_Task item_.
Show, from the entries below, every line in which "other" appears.
:: Exercise inputs ::
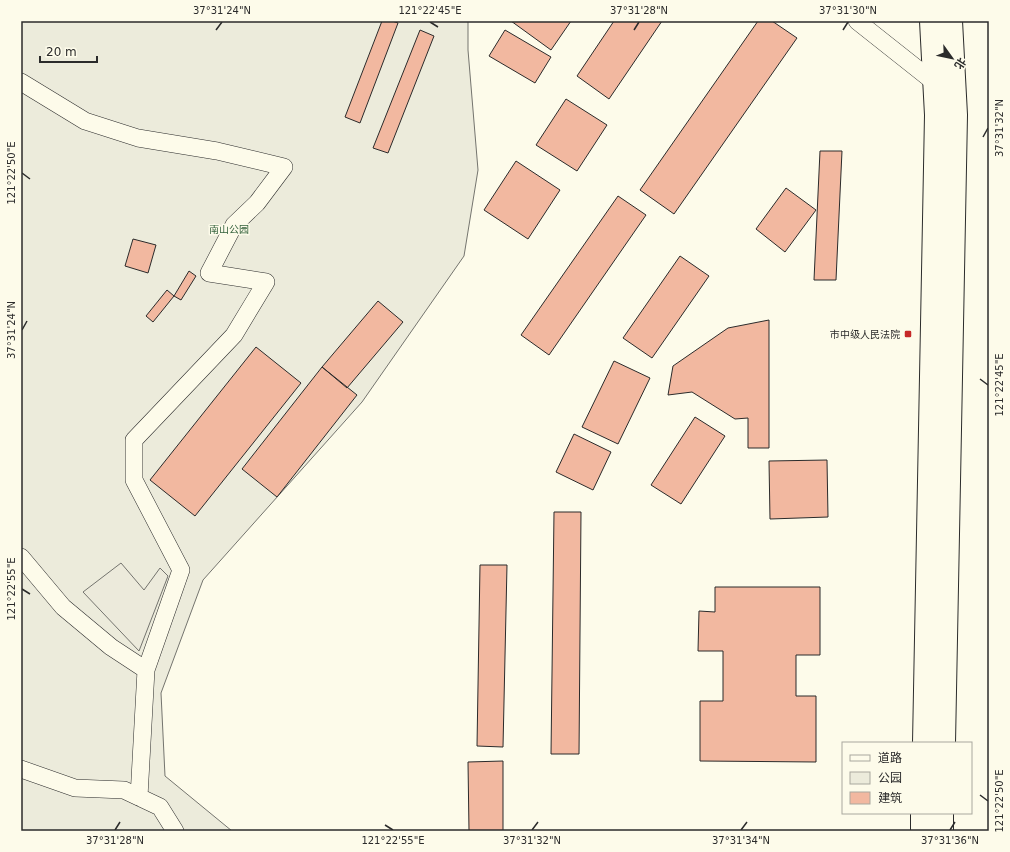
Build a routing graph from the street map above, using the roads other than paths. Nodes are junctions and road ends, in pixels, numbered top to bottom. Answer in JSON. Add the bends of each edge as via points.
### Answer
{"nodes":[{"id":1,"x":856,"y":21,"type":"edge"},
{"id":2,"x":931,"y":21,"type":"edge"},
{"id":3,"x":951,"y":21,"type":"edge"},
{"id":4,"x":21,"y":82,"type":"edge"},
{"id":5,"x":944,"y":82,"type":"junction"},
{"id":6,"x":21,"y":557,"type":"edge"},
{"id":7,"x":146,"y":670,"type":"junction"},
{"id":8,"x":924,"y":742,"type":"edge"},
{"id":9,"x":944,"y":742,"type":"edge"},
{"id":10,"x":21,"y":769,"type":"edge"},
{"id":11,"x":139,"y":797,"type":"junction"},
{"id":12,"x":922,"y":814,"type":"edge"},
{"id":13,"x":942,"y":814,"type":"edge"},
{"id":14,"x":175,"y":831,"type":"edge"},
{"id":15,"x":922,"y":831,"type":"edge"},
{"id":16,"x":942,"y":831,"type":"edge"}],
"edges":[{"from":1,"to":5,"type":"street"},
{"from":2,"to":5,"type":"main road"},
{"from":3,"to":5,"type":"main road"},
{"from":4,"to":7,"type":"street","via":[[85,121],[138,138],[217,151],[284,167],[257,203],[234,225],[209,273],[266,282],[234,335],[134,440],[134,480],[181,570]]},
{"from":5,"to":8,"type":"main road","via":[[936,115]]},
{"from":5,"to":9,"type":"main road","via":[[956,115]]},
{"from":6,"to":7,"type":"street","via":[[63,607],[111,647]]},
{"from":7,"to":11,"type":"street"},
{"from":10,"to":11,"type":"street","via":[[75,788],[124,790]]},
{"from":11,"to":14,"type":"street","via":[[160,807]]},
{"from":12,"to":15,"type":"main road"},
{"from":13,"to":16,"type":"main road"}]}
:::
:: Exercise inputs ::
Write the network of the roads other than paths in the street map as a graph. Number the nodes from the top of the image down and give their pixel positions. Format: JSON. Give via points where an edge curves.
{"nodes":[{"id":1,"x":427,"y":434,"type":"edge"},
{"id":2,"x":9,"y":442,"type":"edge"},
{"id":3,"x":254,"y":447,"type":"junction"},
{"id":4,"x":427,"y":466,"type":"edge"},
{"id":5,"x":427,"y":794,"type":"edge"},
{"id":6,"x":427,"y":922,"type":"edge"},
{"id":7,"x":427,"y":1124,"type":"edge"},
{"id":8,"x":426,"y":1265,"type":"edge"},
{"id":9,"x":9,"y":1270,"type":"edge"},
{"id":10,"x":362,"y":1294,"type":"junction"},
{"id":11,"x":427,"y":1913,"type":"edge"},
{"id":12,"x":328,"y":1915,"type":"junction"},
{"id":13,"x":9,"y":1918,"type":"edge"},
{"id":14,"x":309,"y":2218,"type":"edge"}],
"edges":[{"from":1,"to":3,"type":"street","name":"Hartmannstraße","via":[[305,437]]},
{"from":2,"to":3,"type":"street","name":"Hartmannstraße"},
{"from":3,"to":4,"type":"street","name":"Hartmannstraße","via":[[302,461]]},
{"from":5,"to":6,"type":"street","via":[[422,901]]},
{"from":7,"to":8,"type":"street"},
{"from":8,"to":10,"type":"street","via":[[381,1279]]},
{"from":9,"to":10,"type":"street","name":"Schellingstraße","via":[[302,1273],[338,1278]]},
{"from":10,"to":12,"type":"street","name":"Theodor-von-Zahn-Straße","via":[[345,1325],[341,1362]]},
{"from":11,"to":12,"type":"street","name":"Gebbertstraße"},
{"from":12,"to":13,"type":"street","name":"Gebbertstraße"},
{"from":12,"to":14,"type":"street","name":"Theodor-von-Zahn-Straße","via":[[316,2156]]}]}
:::
_Answer to this problem_.
Build a routing graph from the street map above, using the roads other than paths. Nodes are junctions and road ends, in pixels, numbered top to bottom. Answer in JSON. Add the bends of each edge as via points.
Write the network of the roads other than paths in the street map as a graph. Number the nodes from the top of the image down and give their pixel positions. Format: JSON. Give via points where an edge curves.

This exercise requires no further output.